DATA SHOWN:
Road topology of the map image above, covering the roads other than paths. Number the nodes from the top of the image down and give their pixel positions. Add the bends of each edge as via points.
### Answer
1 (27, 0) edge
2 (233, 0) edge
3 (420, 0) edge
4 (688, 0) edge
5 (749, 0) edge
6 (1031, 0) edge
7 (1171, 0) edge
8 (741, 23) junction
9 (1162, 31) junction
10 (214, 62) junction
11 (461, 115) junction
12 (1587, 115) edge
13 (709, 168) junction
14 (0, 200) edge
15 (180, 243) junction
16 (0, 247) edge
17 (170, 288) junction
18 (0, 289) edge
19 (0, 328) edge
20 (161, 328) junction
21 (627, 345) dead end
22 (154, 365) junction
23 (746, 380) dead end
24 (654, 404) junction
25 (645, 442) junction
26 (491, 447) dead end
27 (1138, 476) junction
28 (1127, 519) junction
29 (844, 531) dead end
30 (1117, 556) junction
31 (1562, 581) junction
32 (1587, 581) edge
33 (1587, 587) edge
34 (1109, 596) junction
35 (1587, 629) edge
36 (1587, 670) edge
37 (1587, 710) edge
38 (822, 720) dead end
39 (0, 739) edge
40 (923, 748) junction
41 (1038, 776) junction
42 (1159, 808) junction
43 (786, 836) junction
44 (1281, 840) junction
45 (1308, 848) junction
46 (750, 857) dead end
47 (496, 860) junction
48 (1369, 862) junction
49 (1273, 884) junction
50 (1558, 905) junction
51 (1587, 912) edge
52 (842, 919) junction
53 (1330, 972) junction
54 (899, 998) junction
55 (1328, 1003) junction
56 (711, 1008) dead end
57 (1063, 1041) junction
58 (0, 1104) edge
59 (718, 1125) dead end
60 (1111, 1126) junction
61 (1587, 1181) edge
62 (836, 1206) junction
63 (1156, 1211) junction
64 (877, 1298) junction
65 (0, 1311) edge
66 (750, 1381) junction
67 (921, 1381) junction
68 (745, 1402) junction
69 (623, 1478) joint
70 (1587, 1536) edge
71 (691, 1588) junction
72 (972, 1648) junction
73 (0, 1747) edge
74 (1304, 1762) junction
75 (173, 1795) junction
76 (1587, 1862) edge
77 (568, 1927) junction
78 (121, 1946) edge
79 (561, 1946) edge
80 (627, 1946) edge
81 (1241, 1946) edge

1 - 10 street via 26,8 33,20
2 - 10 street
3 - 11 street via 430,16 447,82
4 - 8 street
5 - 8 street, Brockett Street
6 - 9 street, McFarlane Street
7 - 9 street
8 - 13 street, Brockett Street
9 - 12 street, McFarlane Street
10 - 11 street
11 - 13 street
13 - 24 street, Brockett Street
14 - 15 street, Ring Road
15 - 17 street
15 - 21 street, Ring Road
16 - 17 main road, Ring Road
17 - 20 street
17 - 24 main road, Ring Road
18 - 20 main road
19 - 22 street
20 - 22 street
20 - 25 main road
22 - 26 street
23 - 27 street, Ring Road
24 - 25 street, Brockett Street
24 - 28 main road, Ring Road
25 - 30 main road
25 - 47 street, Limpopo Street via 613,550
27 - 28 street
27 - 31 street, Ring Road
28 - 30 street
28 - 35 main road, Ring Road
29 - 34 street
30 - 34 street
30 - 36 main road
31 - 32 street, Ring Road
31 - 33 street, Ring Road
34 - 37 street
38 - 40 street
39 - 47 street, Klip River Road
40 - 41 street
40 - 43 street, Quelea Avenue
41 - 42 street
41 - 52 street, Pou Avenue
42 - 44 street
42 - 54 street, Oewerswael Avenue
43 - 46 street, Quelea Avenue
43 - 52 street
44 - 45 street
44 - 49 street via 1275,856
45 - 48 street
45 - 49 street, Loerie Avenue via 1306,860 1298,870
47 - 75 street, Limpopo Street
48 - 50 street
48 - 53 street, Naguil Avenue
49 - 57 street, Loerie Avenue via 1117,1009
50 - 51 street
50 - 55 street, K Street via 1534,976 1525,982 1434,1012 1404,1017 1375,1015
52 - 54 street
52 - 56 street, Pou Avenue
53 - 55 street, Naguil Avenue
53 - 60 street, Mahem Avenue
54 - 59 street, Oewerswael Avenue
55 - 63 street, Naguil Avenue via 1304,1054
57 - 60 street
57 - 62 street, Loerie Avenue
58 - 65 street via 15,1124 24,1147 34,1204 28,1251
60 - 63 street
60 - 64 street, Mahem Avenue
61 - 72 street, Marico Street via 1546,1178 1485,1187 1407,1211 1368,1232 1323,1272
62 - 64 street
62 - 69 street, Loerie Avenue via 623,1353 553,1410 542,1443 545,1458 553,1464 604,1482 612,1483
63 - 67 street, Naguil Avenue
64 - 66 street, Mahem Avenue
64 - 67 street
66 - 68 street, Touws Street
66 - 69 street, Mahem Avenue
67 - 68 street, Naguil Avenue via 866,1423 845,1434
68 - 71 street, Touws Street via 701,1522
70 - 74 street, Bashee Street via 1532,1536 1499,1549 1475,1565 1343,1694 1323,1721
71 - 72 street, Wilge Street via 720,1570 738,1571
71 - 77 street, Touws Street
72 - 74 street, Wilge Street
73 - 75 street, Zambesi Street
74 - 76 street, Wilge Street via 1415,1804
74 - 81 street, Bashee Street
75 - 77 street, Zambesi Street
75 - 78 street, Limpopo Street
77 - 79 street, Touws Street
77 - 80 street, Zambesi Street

HOW TO COMPLETE THIS TASK: Above are the records; retype them all without a single difference.

ANSWER FOR THE TASK:
Road topology of the map image above, covering the roads other than paths. Number the nodes from the top of the image down and give their pixel positions. Add the bends of each edge as via points.
### Answer
1 (27, 0) edge
2 (233, 0) edge
3 (420, 0) edge
4 (688, 0) edge
5 (749, 0) edge
6 (1031, 0) edge
7 (1171, 0) edge
8 (741, 23) junction
9 (1162, 31) junction
10 (214, 62) junction
11 (461, 115) junction
12 (1587, 115) edge
13 (709, 168) junction
14 (0, 200) edge
15 (180, 243) junction
16 (0, 247) edge
17 (170, 288) junction
18 (0, 289) edge
19 (0, 328) edge
20 (161, 328) junction
21 (627, 345) dead end
22 (154, 365) junction
23 (746, 380) dead end
24 (654, 404) junction
25 (645, 442) junction
26 (491, 447) dead end
27 (1138, 476) junction
28 (1127, 519) junction
29 (844, 531) dead end
30 (1117, 556) junction
31 (1562, 581) junction
32 (1587, 581) edge
33 (1587, 587) edge
34 (1109, 596) junction
35 (1587, 629) edge
36 (1587, 670) edge
37 (1587, 710) edge
38 (822, 720) dead end
39 (0, 739) edge
40 (923, 748) junction
41 (1038, 776) junction
42 (1159, 808) junction
43 (786, 836) junction
44 (1281, 840) junction
45 (1308, 848) junction
46 (750, 857) dead end
47 (496, 860) junction
48 (1369, 862) junction
49 (1273, 884) junction
50 (1558, 905) junction
51 (1587, 912) edge
52 (842, 919) junction
53 (1330, 972) junction
54 (899, 998) junction
55 (1328, 1003) junction
56 (711, 1008) dead end
57 (1063, 1041) junction
58 (0, 1104) edge
59 (718, 1125) dead end
60 (1111, 1126) junction
61 (1587, 1181) edge
62 (836, 1206) junction
63 (1156, 1211) junction
64 (877, 1298) junction
65 (0, 1311) edge
66 (750, 1381) junction
67 (921, 1381) junction
68 (745, 1402) junction
69 (623, 1478) joint
70 (1587, 1536) edge
71 (691, 1588) junction
72 (972, 1648) junction
73 (0, 1747) edge
74 (1304, 1762) junction
75 (173, 1795) junction
76 (1587, 1862) edge
77 (568, 1927) junction
78 (121, 1946) edge
79 (561, 1946) edge
80 (627, 1946) edge
81 (1241, 1946) edge

1 - 10 street via 26,8 33,20
2 - 10 street
3 - 11 street via 430,16 447,82
4 - 8 street
5 - 8 street, Brockett Street
6 - 9 street, McFarlane Street
7 - 9 street
8 - 13 street, Brockett Street
9 - 12 street, McFarlane Street
10 - 11 street
11 - 13 street
13 - 24 street, Brockett Street
14 - 15 street, Ring Road
15 - 17 street
15 - 21 street, Ring Road
16 - 17 main road, Ring Road
17 - 20 street
17 - 24 main road, Ring Road
18 - 20 main road
19 - 22 street
20 - 22 street
20 - 25 main road
22 - 26 street
23 - 27 street, Ring Road
24 - 25 street, Brockett Street
24 - 28 main road, Ring Road
25 - 30 main road
25 - 47 street, Limpopo Street via 613,550
27 - 28 street
27 - 31 street, Ring Road
28 - 30 street
28 - 35 main road, Ring Road
29 - 34 street
30 - 34 street
30 - 36 main road
31 - 32 street, Ring Road
31 - 33 street, Ring Road
34 - 37 street
38 - 40 street
39 - 47 street, Klip River Road
40 - 41 street
40 - 43 street, Quelea Avenue
41 - 42 street
41 - 52 street, Pou Avenue
42 - 44 street
42 - 54 street, Oewerswael Avenue
43 - 46 street, Quelea Avenue
43 - 52 street
44 - 45 street
44 - 49 street via 1275,856
45 - 48 street
45 - 49 street, Loerie Avenue via 1306,860 1298,870
47 - 75 street, Limpopo Street
48 - 50 street
48 - 53 street, Naguil Avenue
49 - 57 street, Loerie Avenue via 1117,1009
50 - 51 street
50 - 55 street, K Street via 1534,976 1525,982 1434,1012 1404,1017 1375,1015
52 - 54 street
52 - 56 street, Pou Avenue
53 - 55 street, Naguil Avenue
53 - 60 street, Mahem Avenue
54 - 59 street, Oewerswael Avenue
55 - 63 street, Naguil Avenue via 1304,1054
57 - 60 street
57 - 62 street, Loerie Avenue
58 - 65 street via 15,1124 24,1147 34,1204 28,1251
60 - 63 street
60 - 64 street, Mahem Avenue
61 - 72 street, Marico Street via 1546,1178 1485,1187 1407,1211 1368,1232 1323,1272
62 - 64 street
62 - 69 street, Loerie Avenue via 623,1353 553,1410 542,1443 545,1458 553,1464 604,1482 612,1483
63 - 67 street, Naguil Avenue
64 - 66 street, Mahem Avenue
64 - 67 street
66 - 68 street, Touws Street
66 - 69 street, Mahem Avenue
67 - 68 street, Naguil Avenue via 866,1423 845,1434
68 - 71 street, Touws Street via 701,1522
70 - 74 street, Bashee Street via 1532,1536 1499,1549 1475,1565 1343,1694 1323,1721
71 - 72 street, Wilge Street via 720,1570 738,1571
71 - 77 street, Touws Street
72 - 74 street, Wilge Street
73 - 75 street, Zambesi Street
74 - 76 street, Wilge Street via 1415,1804
74 - 81 street, Bashee Street
75 - 77 street, Zambesi Street
75 - 78 street, Limpopo Street
77 - 79 street, Touws Street
77 - 80 street, Zambesi Street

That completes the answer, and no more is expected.